▶ Exercise aim
Check every line of the entries for the string "سالم" and return the ones that contain it.

▶ Task inputs

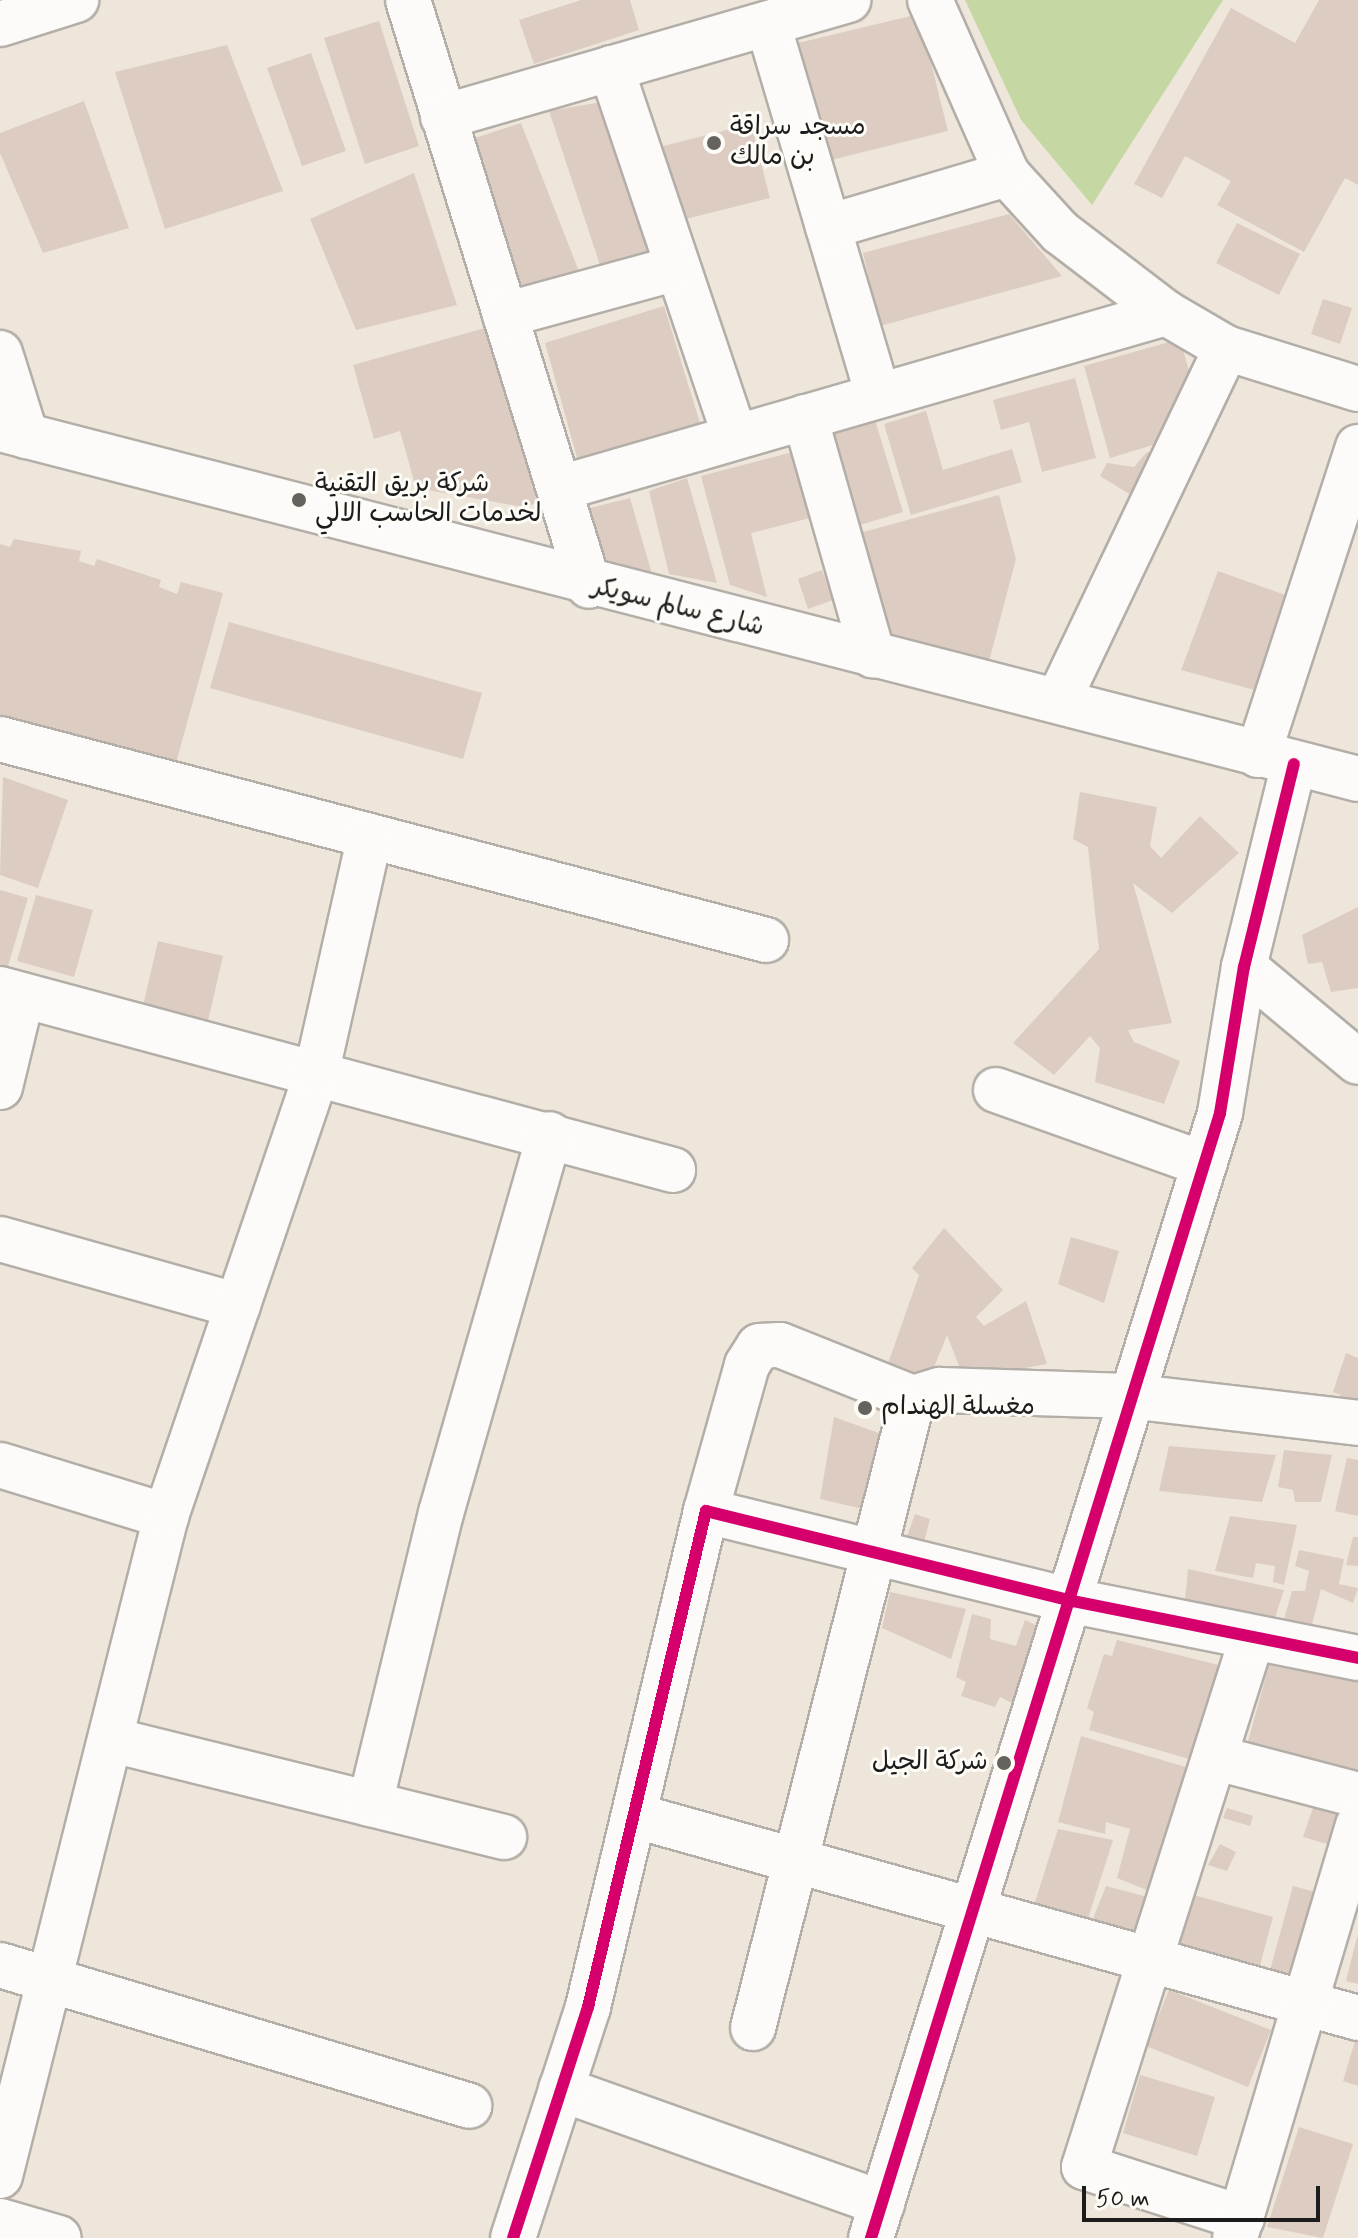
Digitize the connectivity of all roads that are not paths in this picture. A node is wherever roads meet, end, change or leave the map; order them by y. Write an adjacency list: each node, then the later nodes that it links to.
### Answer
1 (76, 0): 5 (street)
2 (408, 0): 8 (street)
3 (848, 0): 6 (street)
4 (930, 0): 9 (street)
5 (0, 24)
6 (768, 24): 7 (street); 10 (street)
7 (611, 68): 8 (street); 11 (street)
8 (443, 117): 13 (street)
9 (1007, 174): 10 (street); 12 (street)
10 (828, 227): 17 (street)
11 (677, 268): 13 (street); 20 (street)
12 (1166, 313): 14 (street); 17 (street)
13 (505, 315): 22 (street)
14 (1226, 348): 16 (street); 25 (street)
15 (0, 353): 19 (street)
16 (1358, 389)
17 (877, 393): 18 (street)
18 (805, 417): 20 (street); 24 (street)
19 (13, 432): 23 (street, شارع سالم سويكر)
20 (735, 436): 22 (street)
21 (1358, 447): 27 (street)
22 (564, 487): 23 (street)
23 (589, 586): 24 (street, شارع سالم سويكر)
24 (873, 656): 25 (street, شارع سالم سويكر)
25 (1058, 701): 27 (street, شارع سالم سويكر)
26 (0, 739): 29 (street)
27 (1276, 760): 28 (street, شارع سالم سويكر); 31 (street)
28 (1358, 779)
29 (369, 839): 30 (street); 34 (street)
30 (766, 940)
31 (1244, 967): 33 (street); 38 (street)
32 (11, 992): 34 (street); 35 (street)
33 (1358, 1062)
34 (316, 1075): 37 (street); 41 (street)
35 (0, 1087)
36 (996, 1090): 38 (street)
37 (550, 1134): 39 (street); 55 (street)
38 (1204, 1164): 42 (street)
39 (673, 1170)
40 (0, 1239): 41 (street)
41 (238, 1306): 47 (street)
42 (1129, 1396): 43 (street); 44 (street); 49 (street)
43 (913, 1398): 46 (street); 48 (street)
44 (1358, 1423)
45 (0, 1465): 47 (street)
46 (706, 1511): 48 (street); 56 (street)
47 (166, 1516): 52 (street)
48 (873, 1550): 49 (street); 59 (street)
49 (1073, 1601): 50 (street); 60 (street)
50 (1252, 1638): 51 (street); 53 (street)
51 (1358, 1658)
52 (112, 1740): 55 (street); 63 (street)
53 (1217, 1758): 54 (street); 61 (street)
54 (1358, 1795)
55 (370, 1804): 58 (street)
56 (636, 1816): 59 (street); 67 (street)
57 (1358, 1825): 64 (street)
58 (504, 1837)
59 (795, 1855): 60 (street); 66 (street)
60 (975, 1906): 61 (street); 70 (street)
61 (1148, 1959): 64 (street); 72 (street)
62 (0, 1965): 63 (street)
63 (51, 1980): 68 (street); 69 (street)
64 (1306, 2004): 65 (street); 72 (street)
65 (1358, 2018)
66 (753, 2028)
67 (561, 2089): 70 (street); 74 (street)
68 (469, 2106)
69 (0, 2176)
70 (877, 2220)
71 (0, 2221): 73 (street)
72 (1238, 2228)
73 (59, 2238)
74 (513, 2238)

▶ Exercise output
19 (13, 432): 23 (street, شارع سالم سويكر)
23 (589, 586): 24 (street, شارع سالم سويكر)
24 (873, 656): 25 (street, شارع سالم سويكر)
25 (1058, 701): 27 (street, شارع سالم سويكر)
27 (1276, 760): 28 (street, شارع سالم سويكر); 31 (street)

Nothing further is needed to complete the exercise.